Adenosine triphosphate-binding pocket inhibitor for mixed lineage kinase domain-like protein attenuated alcoholic liver disease via necroptosis-independent pathway

Figure 5 Mixed lineage kinase domain-like protein adenosine triphosphate pocket-binding inhibitor could not attenuate steatosis and inflammation in non-alcoholic fatty liver disease animal model. A: Overview of animal experiment. Mice were fed choline-deficient high-fat diet for 13 weeks. After six weeks, mixed lineage kinase domain-like protein (MLKL) adenosine triphosphate (ATP)-binding inhibitor (Compound-4) (10 mg/kg) was injected intraperitoneally three times a week for a total of seven weeks; B: C57BL/6 mouse body weight through the 13 weeks of experiment. No significant difference was evident between choline-deficient high-fat (CDHF) and CDHF + MLKL ATP-binding inhibitor (Compound-4); n = 8; C: Liver tissue sections were stained with hematoxylin-eosin staining, 200 ×; D: Serum alanine transaminase, aspartate transaminase, and total bilirubin were measured (n = 8/group); E: Steatosis, inflammation, and hepatocyte ballooning among control, CDHF, and MLKL ATP-binding inhibitor (Compound-4) groups; F: CXCL1, CXCL2, ICAM, and VCAM mRNA expression levels were measured via quantitative real-time polymerase chain reaction in liver tissue.

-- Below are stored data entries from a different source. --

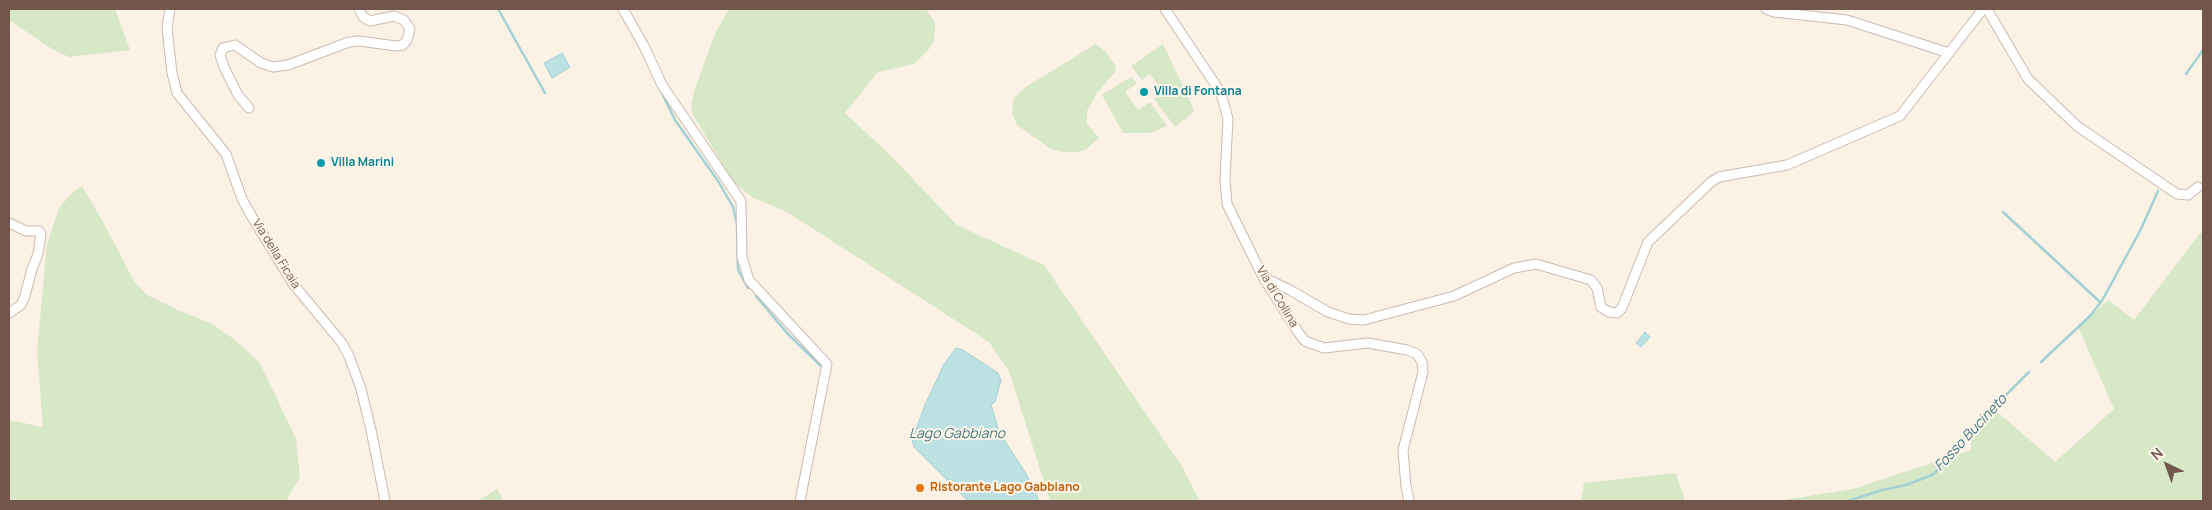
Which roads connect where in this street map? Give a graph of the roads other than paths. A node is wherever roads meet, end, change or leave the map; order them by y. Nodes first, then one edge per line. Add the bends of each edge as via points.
1 (170, 9) edge
2 (359, 9) edge
3 (623, 9) edge
4 (1166, 9) edge
5 (1766, 9) edge
6 (1985, 9) edge
7 (1949, 53) junction
8 (250, 108) dead end
9 (2198, 187) dead end
10 (9, 223) edge
11 (1263, 277) junction
12 (9, 313) edge
13 (385, 501) edge
14 (800, 501) edge
15 (1409, 501) edge

1 - 13 street, Via della Ficaia via 167,28 177,93 226,154 247,208 294,285 349,356 372,430
2 - 8 street via 370,22 394,16 404,20 410,29 407,40 396,46 349,42 273,67 261,63 236,45 223,48 220,55 224,67 238,95
3 - 14 street via 646,48 662,85 741,201 742,258 749,280 827,364
4 - 11 street, Via di Collina via 1224,101 1228,125 1226,199
5 - 7 street via 1847,20
6 - 7 street
6 - 9 street via 2028,78 2077,126 2177,194 2188,195
7 - 11 street via 1905,112 1890,121 1787,165 1720,177 1711,182 1648,242 1622,308 1616,313 1601,307 1597,288 1591,280 1536,264 1514,268 1454,296 1364,320 1328,312
10 - 12 street via 41,234 25,296 21,305
11 - 15 street, Via di Collina via 1298,332 1310,344 1330,349 1368,343 1417,354 1423,372 1403,450

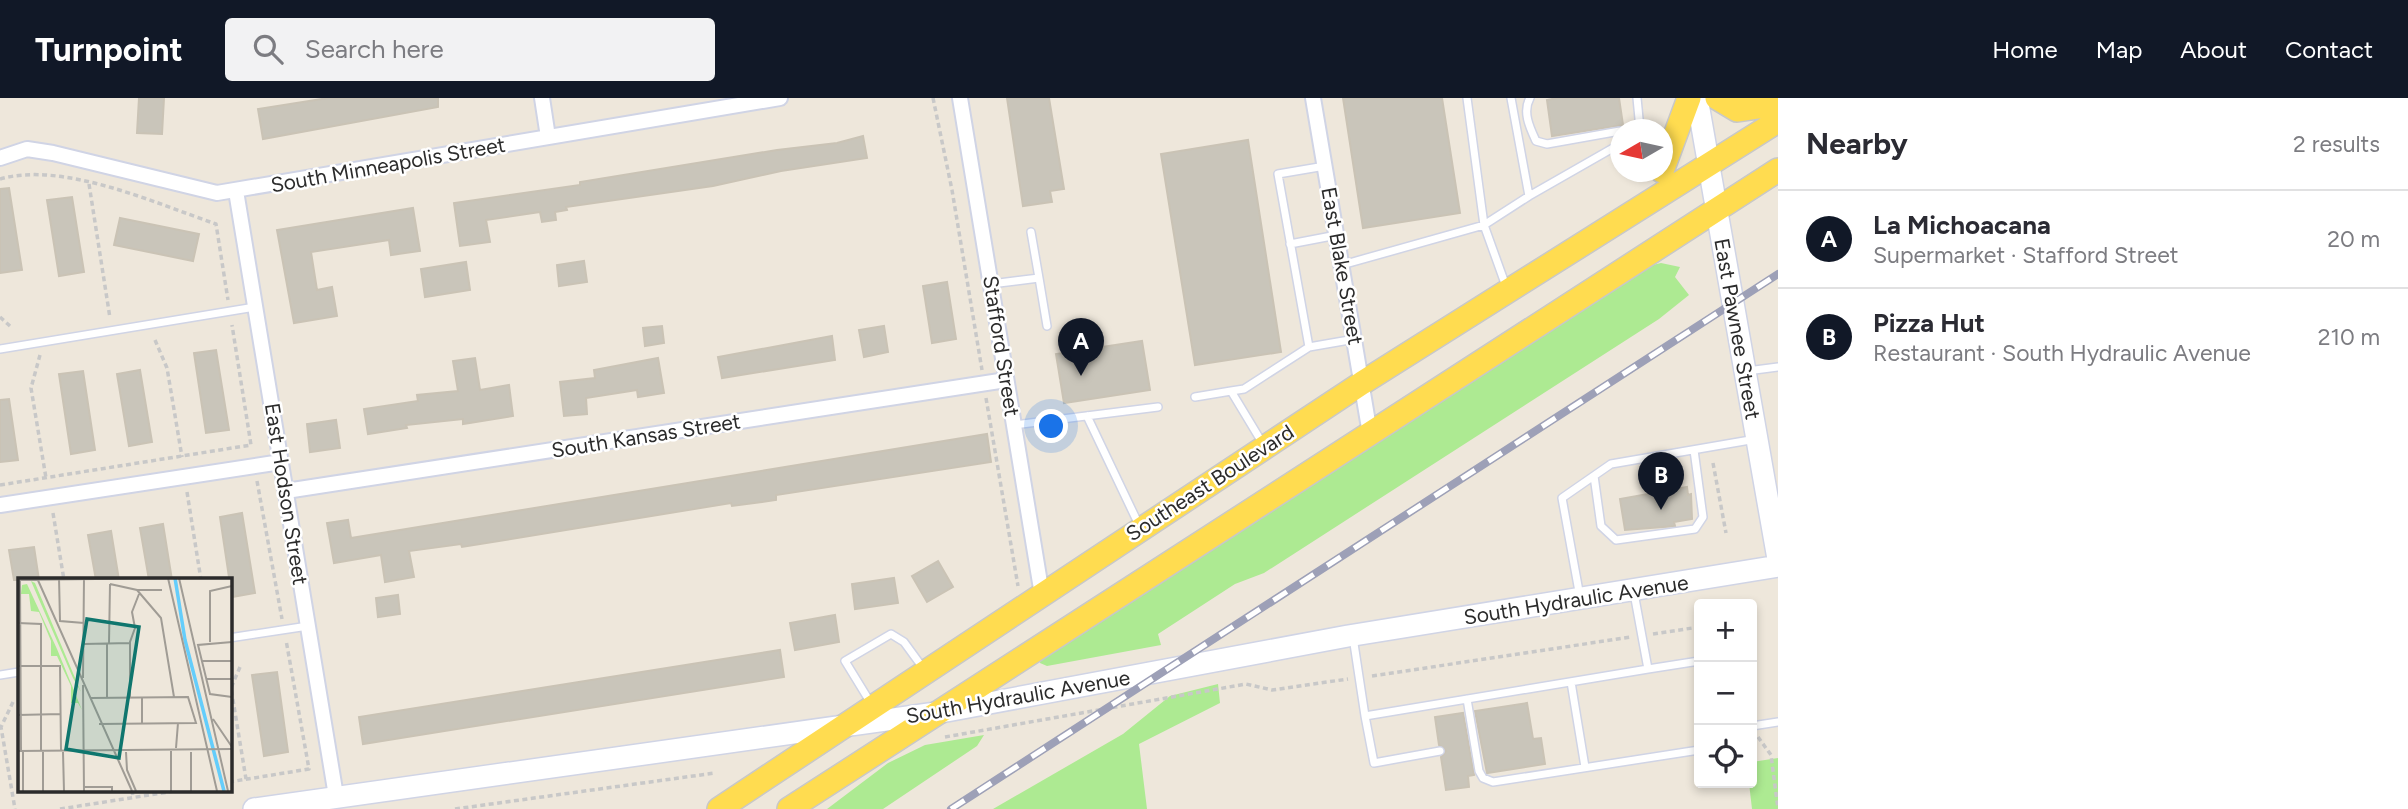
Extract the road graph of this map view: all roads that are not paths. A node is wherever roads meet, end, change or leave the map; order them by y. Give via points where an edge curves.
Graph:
1 (542, 98) edge
2 (780, 98) edge
3 (960, 98) edge
4 (1313, 98) edge
5 (1467, 98) edge
6 (1511, 98) edge
7 (1530, 98) edge
8 (1637, 98) edge
9 (1689, 98) edge
10 (1697, 98) edge
11 (1717, 98) edge
12 (734, 102) edge
13 (1778, 104) edge
14 (1638, 119) edge
15 (1778, 121) edge
16 (1610, 133) edge
17 (548, 137) junction
18 (1673, 141) edge
19 (1610, 150) edge
20 (0, 158) edge
21 (1325, 166) junction
22 (1708, 166) junction
23 (1778, 170) edge
24 (1655, 182) edge
25 (236, 191) junction
26 (1530, 196) junction
27 (1715, 209) junction
28 (1634, 213) junction
29 (1484, 225) junction
30 (1031, 232) dead end
31 (1337, 235) junction
32 (1290, 244) junction
33 (1342, 265) junction
34 (1038, 278) junction
35 (991, 284) junction
36 (1508, 292) junction
37 (255, 307) junction
38 (1047, 326) dead end
39 (1354, 339) junction
40 (1308, 347) junction
41 (0, 349) edge
42 (1778, 367) edge
43 (1744, 371) junction
44 (1006, 380) junction
45 (1362, 383) junction
46 (1231, 391) junction
47 (1195, 397) dead end
48 (1158, 407) dead end
49 (1087, 416) junction
50 (1013, 425) junction
51 (1370, 434) junction
52 (1756, 439) junction
53 (1265, 448) junction
54 (1694, 450) junction
55 (281, 462) junction
56 (1594, 476) junction
57 (286, 491) junction
58 (0, 505) edge
59 (1141, 529) junction
60 (1778, 559) edge
61 (1778, 566) edge
62 (1634, 591) junction
63 (1042, 595) junction
64 (1580, 600) junction
65 (308, 626) junction
66 (1353, 635) junction
67 (231, 638) edge
68 (1694, 662) edge
69 (1648, 669) junction
70 (925, 671) junction
71 (18, 672) edge
72 (0, 675) edge
73 (1572, 682) junction
74 (1467, 699) junction
75 (873, 706) junction
76 (936, 713) junction
77 (1365, 716) junction
78 (1778, 722) edge
79 (843, 726) junction
80 (1757, 726) edge
81 (1475, 745) junction
82 (1463, 747) dead end
83 (1440, 751) dead end
84 (1694, 751) edge
85 (1585, 767) junction
86 (336, 796) junction
87 (254, 809) edge
88 (719, 809) edge
89 (789, 809) edge

1 - 17 street
2 - 12 street, South Minneapolis Street
3 - 35 street, Stafford Street
4 - 21 street, East Blake Street
5 - 29 lane
6 - 26 lane
7 - 16 lane via 1528,125 1536,141 1547,145
8 - 14 lane
9 - 18 main road
10 - 22 street, East Pawnee Street
11 - 13 main road via 1737,110
12 - 17 street, South Minneapolis Street
15 - 22 main road, Southeast Boulevard
17 - 25 street, South Minneapolis Street
19 - 26 lane
20 - 25 street, South Minneapolis Street via 27,149 198,191
21 - 31 street, East Blake Street
21 - 32 lane via 1278,174
22 - 27 street, East Pawnee Street
22 - 28 main road, Southeast Boulevard
23 - 27 main road
24 - 28 main road
25 - 37 street, East Hodson Street
26 - 29 lane
27 - 43 street, East Pawnee Street
27 - 51 main road
28 - 36 main road, Southeast Boulevard
29 - 33 lane
29 - 36 lane
30 - 34 lane
31 - 32 lane
31 - 33 street, East Blake Street
32 - 40 lane
33 - 39 street, East Blake Street
34 - 35 lane
34 - 38 lane
35 - 44 street, Stafford Street
36 - 45 main road, Southeast Boulevard
37 - 41 lane
37 - 55 street, East Hodson Street
39 - 40 lane
39 - 45 street, East Blake Street
40 - 46 lane via 1244,388
42 - 43 lane
43 - 52 street, East Pawnee Street
44 - 50 street, Stafford Street
44 - 57 street, South Kansas Street
45 - 51 street, East Blake Street
45 - 53 main road, Southeast Boulevard
46 - 47 lane
46 - 53 lane
48 - 49 lane
49 - 50 lane
49 - 59 lane
50 - 63 street, Stafford Street
51 - 76 main road
52 - 54 lane
52 - 60 street, East Pawnee Street
53 - 59 main road, Southeast Boulevard
54 - 56 lane via 1611,464
54 - 56 lane via 1703,517 1695,529 1616,540 1601,526
55 - 57 street, East Hodson Street
55 - 58 street
56 - 64 lane via 1562,498
57 - 65 street, East Hodson Street
59 - 63 main road, Southeast Boulevard
61 - 62 street, South Hydraulic Avenue
62 - 64 street, South Hydraulic Avenue
62 - 69 lane
63 - 70 main road, Southeast Boulevard
64 - 66 street, South Hydraulic Avenue
65 - 67 lane
65 - 86 street, East Hodson Street
66 - 76 street, South Hydraulic Avenue
66 - 77 lane
68 - 69 lane
69 - 73 lane
70 - 75 main road, Southeast Boulevard
70 - 75 lane via 904,642 891,634 845,661
71 - 72 lane
73 - 74 lane
73 - 85 lane
74 - 77 lane
74 - 81 lane
75 - 79 main road, Southeast Boulevard
76 - 79 street, South Hydraulic Avenue
76 - 89 main road
77 - 83 lane via 1374,763
78 - 80 lane
79 - 86 street, South Hydraulic Avenue
79 - 88 main road, Southeast Boulevard
81 - 82 lane
81 - 85 lane via 1479,771 1493,782
84 - 85 lane
86 - 87 street, South Hydraulic Avenue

P calculated compared to control, choline-deficient high-fat, mixed lineage kinase domain-like protein adenosine triphosphate binding inhibitor (Compound-4). ^aP < 0.05. ^bP < 0.01. ^cP < 0.001. ^dP < 0.0001. HE: Hematoxylin-eosin staining; CDHF: Choline-deficient high-fat; GAPDH: Glyceraldehyde 3-phosphate dehydrogenase; CPD4: Compound-4; ALT: Alanine transaminase; AST: Aspartate transaminase; NAFLD: Non-alcoholic fatty liver disease.